## Recorded information:
★ ★ ★ ★
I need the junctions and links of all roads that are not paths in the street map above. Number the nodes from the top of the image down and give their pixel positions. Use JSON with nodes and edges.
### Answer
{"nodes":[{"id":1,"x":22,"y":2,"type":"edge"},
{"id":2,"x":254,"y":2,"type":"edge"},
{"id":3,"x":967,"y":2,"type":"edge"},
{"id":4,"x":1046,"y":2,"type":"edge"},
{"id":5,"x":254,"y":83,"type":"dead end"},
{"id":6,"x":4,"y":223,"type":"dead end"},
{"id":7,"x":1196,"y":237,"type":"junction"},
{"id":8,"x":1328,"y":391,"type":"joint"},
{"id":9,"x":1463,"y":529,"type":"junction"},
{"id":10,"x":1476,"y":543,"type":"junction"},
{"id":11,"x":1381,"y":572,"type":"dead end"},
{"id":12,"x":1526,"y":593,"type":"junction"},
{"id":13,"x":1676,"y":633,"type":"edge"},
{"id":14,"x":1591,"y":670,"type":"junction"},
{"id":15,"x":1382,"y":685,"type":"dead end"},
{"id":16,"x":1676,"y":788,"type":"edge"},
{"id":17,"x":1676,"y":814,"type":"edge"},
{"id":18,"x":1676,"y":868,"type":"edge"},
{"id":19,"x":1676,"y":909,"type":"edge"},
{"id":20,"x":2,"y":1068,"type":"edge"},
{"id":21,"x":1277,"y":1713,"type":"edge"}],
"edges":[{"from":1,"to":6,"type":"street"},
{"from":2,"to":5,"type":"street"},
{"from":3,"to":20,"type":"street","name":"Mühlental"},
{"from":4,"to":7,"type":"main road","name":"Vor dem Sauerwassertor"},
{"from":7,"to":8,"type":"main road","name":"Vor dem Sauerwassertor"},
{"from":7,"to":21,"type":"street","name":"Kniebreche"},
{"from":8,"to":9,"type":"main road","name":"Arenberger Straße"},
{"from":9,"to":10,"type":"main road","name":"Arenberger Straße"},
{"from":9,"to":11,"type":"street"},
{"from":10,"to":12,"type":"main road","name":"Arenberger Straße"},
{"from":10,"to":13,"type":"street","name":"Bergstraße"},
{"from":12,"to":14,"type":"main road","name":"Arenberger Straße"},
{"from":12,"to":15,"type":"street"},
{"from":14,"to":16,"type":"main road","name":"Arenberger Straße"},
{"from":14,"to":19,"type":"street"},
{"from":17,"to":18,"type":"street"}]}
★ ★ ★ ★
## Aim of the task:
Reproduce the entries above in full by retyping them exactly.

## Response to the exercise:
I need the junctions and links of all roads that are not paths in the street map above. Number the nodes from the top of the image down and give their pixel positions. Use JSON with nodes and edges.
### Answer
{"nodes":[{"id":1,"x":22,"y":2,"type":"edge"},
{"id":2,"x":254,"y":2,"type":"edge"},
{"id":3,"x":967,"y":2,"type":"edge"},
{"id":4,"x":1046,"y":2,"type":"edge"},
{"id":5,"x":254,"y":83,"type":"dead end"},
{"id":6,"x":4,"y":223,"type":"dead end"},
{"id":7,"x":1196,"y":237,"type":"junction"},
{"id":8,"x":1328,"y":391,"type":"joint"},
{"id":9,"x":1463,"y":529,"type":"junction"},
{"id":10,"x":1476,"y":543,"type":"junction"},
{"id":11,"x":1381,"y":572,"type":"dead end"},
{"id":12,"x":1526,"y":593,"type":"junction"},
{"id":13,"x":1676,"y":633,"type":"edge"},
{"id":14,"x":1591,"y":670,"type":"junction"},
{"id":15,"x":1382,"y":685,"type":"dead end"},
{"id":16,"x":1676,"y":788,"type":"edge"},
{"id":17,"x":1676,"y":814,"type":"edge"},
{"id":18,"x":1676,"y":868,"type":"edge"},
{"id":19,"x":1676,"y":909,"type":"edge"},
{"id":20,"x":2,"y":1068,"type":"edge"},
{"id":21,"x":1277,"y":1713,"type":"edge"}],
"edges":[{"from":1,"to":6,"type":"street"},
{"from":2,"to":5,"type":"street"},
{"from":3,"to":20,"type":"street","name":"Mühlental"},
{"from":4,"to":7,"type":"main road","name":"Vor dem Sauerwassertor"},
{"from":7,"to":8,"type":"main road","name":"Vor dem Sauerwassertor"},
{"from":7,"to":21,"type":"street","name":"Kniebreche"},
{"from":8,"to":9,"type":"main road","name":"Arenberger Straße"},
{"from":9,"to":10,"type":"main road","name":"Arenberger Straße"},
{"from":9,"to":11,"type":"street"},
{"from":10,"to":12,"type":"main road","name":"Arenberger Straße"},
{"from":10,"to":13,"type":"street","name":"Bergstraße"},
{"from":12,"to":14,"type":"main road","name":"Arenberger Straße"},
{"from":12,"to":15,"type":"street"},
{"from":14,"to":16,"type":"main road","name":"Arenberger Straße"},
{"from":14,"to":19,"type":"street"},
{"from":17,"to":18,"type":"street"}]}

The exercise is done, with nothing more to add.